(Beginning of INFORMATION GIVEN)

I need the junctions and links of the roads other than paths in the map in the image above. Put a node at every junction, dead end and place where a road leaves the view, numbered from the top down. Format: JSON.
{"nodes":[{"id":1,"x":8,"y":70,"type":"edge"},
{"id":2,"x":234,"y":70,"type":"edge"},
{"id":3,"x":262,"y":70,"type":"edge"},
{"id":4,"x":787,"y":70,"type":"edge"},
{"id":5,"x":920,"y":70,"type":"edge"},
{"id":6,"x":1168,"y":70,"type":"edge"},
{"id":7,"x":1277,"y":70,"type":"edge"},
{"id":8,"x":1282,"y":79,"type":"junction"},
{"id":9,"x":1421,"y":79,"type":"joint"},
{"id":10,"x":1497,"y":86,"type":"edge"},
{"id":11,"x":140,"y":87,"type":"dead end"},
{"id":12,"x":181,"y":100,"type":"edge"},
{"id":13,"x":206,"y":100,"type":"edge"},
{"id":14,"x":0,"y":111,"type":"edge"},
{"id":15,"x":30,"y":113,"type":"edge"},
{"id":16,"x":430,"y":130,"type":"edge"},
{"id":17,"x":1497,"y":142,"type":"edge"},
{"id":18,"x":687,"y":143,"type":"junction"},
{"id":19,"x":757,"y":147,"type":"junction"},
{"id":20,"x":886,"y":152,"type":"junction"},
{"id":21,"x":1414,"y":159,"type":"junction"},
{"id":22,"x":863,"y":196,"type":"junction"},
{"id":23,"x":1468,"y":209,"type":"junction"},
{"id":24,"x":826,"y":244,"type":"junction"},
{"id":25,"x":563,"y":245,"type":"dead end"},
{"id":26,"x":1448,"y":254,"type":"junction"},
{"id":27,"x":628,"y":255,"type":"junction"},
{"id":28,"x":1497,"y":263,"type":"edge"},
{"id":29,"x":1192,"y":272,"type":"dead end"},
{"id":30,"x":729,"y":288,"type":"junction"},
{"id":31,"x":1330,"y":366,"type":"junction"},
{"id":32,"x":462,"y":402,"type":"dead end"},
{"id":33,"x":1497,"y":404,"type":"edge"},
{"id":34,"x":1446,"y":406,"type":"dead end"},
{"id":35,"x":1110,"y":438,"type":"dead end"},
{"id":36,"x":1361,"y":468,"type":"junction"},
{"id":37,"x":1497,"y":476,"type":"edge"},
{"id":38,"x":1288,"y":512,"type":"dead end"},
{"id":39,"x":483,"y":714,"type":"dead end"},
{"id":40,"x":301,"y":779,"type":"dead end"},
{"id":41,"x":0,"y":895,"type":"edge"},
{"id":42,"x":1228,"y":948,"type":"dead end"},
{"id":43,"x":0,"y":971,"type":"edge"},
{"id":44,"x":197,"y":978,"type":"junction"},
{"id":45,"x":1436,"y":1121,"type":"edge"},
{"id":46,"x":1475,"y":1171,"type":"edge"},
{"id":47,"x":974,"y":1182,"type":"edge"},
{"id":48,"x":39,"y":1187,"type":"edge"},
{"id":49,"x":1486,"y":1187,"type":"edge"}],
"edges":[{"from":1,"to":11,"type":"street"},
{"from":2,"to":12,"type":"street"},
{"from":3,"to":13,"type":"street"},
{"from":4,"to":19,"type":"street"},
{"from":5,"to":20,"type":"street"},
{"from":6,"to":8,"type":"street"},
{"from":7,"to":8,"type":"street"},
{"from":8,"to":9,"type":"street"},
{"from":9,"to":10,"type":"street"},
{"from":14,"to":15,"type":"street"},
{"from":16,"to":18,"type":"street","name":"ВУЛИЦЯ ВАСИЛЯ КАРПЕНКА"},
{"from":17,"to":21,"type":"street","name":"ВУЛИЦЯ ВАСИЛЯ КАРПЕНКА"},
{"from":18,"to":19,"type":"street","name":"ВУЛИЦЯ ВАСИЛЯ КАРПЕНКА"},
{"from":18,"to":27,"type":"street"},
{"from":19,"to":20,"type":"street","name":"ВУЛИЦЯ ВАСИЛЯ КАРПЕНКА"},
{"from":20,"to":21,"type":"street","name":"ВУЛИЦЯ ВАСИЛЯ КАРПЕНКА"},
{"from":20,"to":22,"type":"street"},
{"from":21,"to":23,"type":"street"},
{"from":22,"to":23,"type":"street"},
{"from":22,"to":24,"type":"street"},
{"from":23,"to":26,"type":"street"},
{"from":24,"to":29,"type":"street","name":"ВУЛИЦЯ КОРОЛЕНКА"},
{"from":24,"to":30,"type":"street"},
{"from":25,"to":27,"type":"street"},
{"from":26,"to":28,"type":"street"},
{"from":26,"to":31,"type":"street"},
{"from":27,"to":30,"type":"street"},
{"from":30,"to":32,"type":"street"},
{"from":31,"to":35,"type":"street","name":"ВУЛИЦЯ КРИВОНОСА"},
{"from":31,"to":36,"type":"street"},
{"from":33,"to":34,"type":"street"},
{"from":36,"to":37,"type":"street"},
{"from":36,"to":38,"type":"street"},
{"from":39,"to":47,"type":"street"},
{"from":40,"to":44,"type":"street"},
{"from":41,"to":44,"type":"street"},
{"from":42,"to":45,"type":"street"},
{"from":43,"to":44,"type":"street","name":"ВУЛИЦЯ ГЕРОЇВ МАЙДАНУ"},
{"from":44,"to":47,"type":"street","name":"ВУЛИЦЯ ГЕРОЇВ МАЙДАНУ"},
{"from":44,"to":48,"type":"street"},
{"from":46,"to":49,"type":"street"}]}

(End of INFORMATION GIVEN)

* EXERCISE AIM
Output the entire data exactly, line for line.

* FINAL ANSWER
I need the junctions and links of the roads other than paths in the map in the image above. Put a node at every junction, dead end and place where a road leaves the view, numbered from the top down. Format: JSON.
{"nodes":[{"id":1,"x":8,"y":70,"type":"edge"},
{"id":2,"x":234,"y":70,"type":"edge"},
{"id":3,"x":262,"y":70,"type":"edge"},
{"id":4,"x":787,"y":70,"type":"edge"},
{"id":5,"x":920,"y":70,"type":"edge"},
{"id":6,"x":1168,"y":70,"type":"edge"},
{"id":7,"x":1277,"y":70,"type":"edge"},
{"id":8,"x":1282,"y":79,"type":"junction"},
{"id":9,"x":1421,"y":79,"type":"joint"},
{"id":10,"x":1497,"y":86,"type":"edge"},
{"id":11,"x":140,"y":87,"type":"dead end"},
{"id":12,"x":181,"y":100,"type":"edge"},
{"id":13,"x":206,"y":100,"type":"edge"},
{"id":14,"x":0,"y":111,"type":"edge"},
{"id":15,"x":30,"y":113,"type":"edge"},
{"id":16,"x":430,"y":130,"type":"edge"},
{"id":17,"x":1497,"y":142,"type":"edge"},
{"id":18,"x":687,"y":143,"type":"junction"},
{"id":19,"x":757,"y":147,"type":"junction"},
{"id":20,"x":886,"y":152,"type":"junction"},
{"id":21,"x":1414,"y":159,"type":"junction"},
{"id":22,"x":863,"y":196,"type":"junction"},
{"id":23,"x":1468,"y":209,"type":"junction"},
{"id":24,"x":826,"y":244,"type":"junction"},
{"id":25,"x":563,"y":245,"type":"dead end"},
{"id":26,"x":1448,"y":254,"type":"junction"},
{"id":27,"x":628,"y":255,"type":"junction"},
{"id":28,"x":1497,"y":263,"type":"edge"},
{"id":29,"x":1192,"y":272,"type":"dead end"},
{"id":30,"x":729,"y":288,"type":"junction"},
{"id":31,"x":1330,"y":366,"type":"junction"},
{"id":32,"x":462,"y":402,"type":"dead end"},
{"id":33,"x":1497,"y":404,"type":"edge"},
{"id":34,"x":1446,"y":406,"type":"dead end"},
{"id":35,"x":1110,"y":438,"type":"dead end"},
{"id":36,"x":1361,"y":468,"type":"junction"},
{"id":37,"x":1497,"y":476,"type":"edge"},
{"id":38,"x":1288,"y":512,"type":"dead end"},
{"id":39,"x":483,"y":714,"type":"dead end"},
{"id":40,"x":301,"y":779,"type":"dead end"},
{"id":41,"x":0,"y":895,"type":"edge"},
{"id":42,"x":1228,"y":948,"type":"dead end"},
{"id":43,"x":0,"y":971,"type":"edge"},
{"id":44,"x":197,"y":978,"type":"junction"},
{"id":45,"x":1436,"y":1121,"type":"edge"},
{"id":46,"x":1475,"y":1171,"type":"edge"},
{"id":47,"x":974,"y":1182,"type":"edge"},
{"id":48,"x":39,"y":1187,"type":"edge"},
{"id":49,"x":1486,"y":1187,"type":"edge"}],
"edges":[{"from":1,"to":11,"type":"street"},
{"from":2,"to":12,"type":"street"},
{"from":3,"to":13,"type":"street"},
{"from":4,"to":19,"type":"street"},
{"from":5,"to":20,"type":"street"},
{"from":6,"to":8,"type":"street"},
{"from":7,"to":8,"type":"street"},
{"from":8,"to":9,"type":"street"},
{"from":9,"to":10,"type":"street"},
{"from":14,"to":15,"type":"street"},
{"from":16,"to":18,"type":"street","name":"ВУЛИЦЯ ВАСИЛЯ КАРПЕНКА"},
{"from":17,"to":21,"type":"street","name":"ВУЛИЦЯ ВАСИЛЯ КАРПЕНКА"},
{"from":18,"to":19,"type":"street","name":"ВУЛИЦЯ ВАСИЛЯ КАРПЕНКА"},
{"from":18,"to":27,"type":"street"},
{"from":19,"to":20,"type":"street","name":"ВУЛИЦЯ ВАСИЛЯ КАРПЕНКА"},
{"from":20,"to":21,"type":"street","name":"ВУЛИЦЯ ВАСИЛЯ КАРПЕНКА"},
{"from":20,"to":22,"type":"street"},
{"from":21,"to":23,"type":"street"},
{"from":22,"to":23,"type":"street"},
{"from":22,"to":24,"type":"street"},
{"from":23,"to":26,"type":"street"},
{"from":24,"to":29,"type":"street","name":"ВУЛИЦЯ КОРОЛЕНКА"},
{"from":24,"to":30,"type":"street"},
{"from":25,"to":27,"type":"street"},
{"from":26,"to":28,"type":"street"},
{"from":26,"to":31,"type":"street"},
{"from":27,"to":30,"type":"street"},
{"from":30,"to":32,"type":"street"},
{"from":31,"to":35,"type":"street","name":"ВУЛИЦЯ КРИВОНОСА"},
{"from":31,"to":36,"type":"street"},
{"from":33,"to":34,"type":"street"},
{"from":36,"to":37,"type":"street"},
{"from":36,"to":38,"type":"street"},
{"from":39,"to":47,"type":"street"},
{"from":40,"to":44,"type":"street"},
{"from":41,"to":44,"type":"street"},
{"from":42,"to":45,"type":"street"},
{"from":43,"to":44,"type":"street","name":"ВУЛИЦЯ ГЕРОЇВ МАЙДАНУ"},
{"from":44,"to":47,"type":"street","name":"ВУЛИЦЯ ГЕРОЇВ МАЙДАНУ"},
{"from":44,"to":48,"type":"street"},
{"from":46,"to":49,"type":"street"}]}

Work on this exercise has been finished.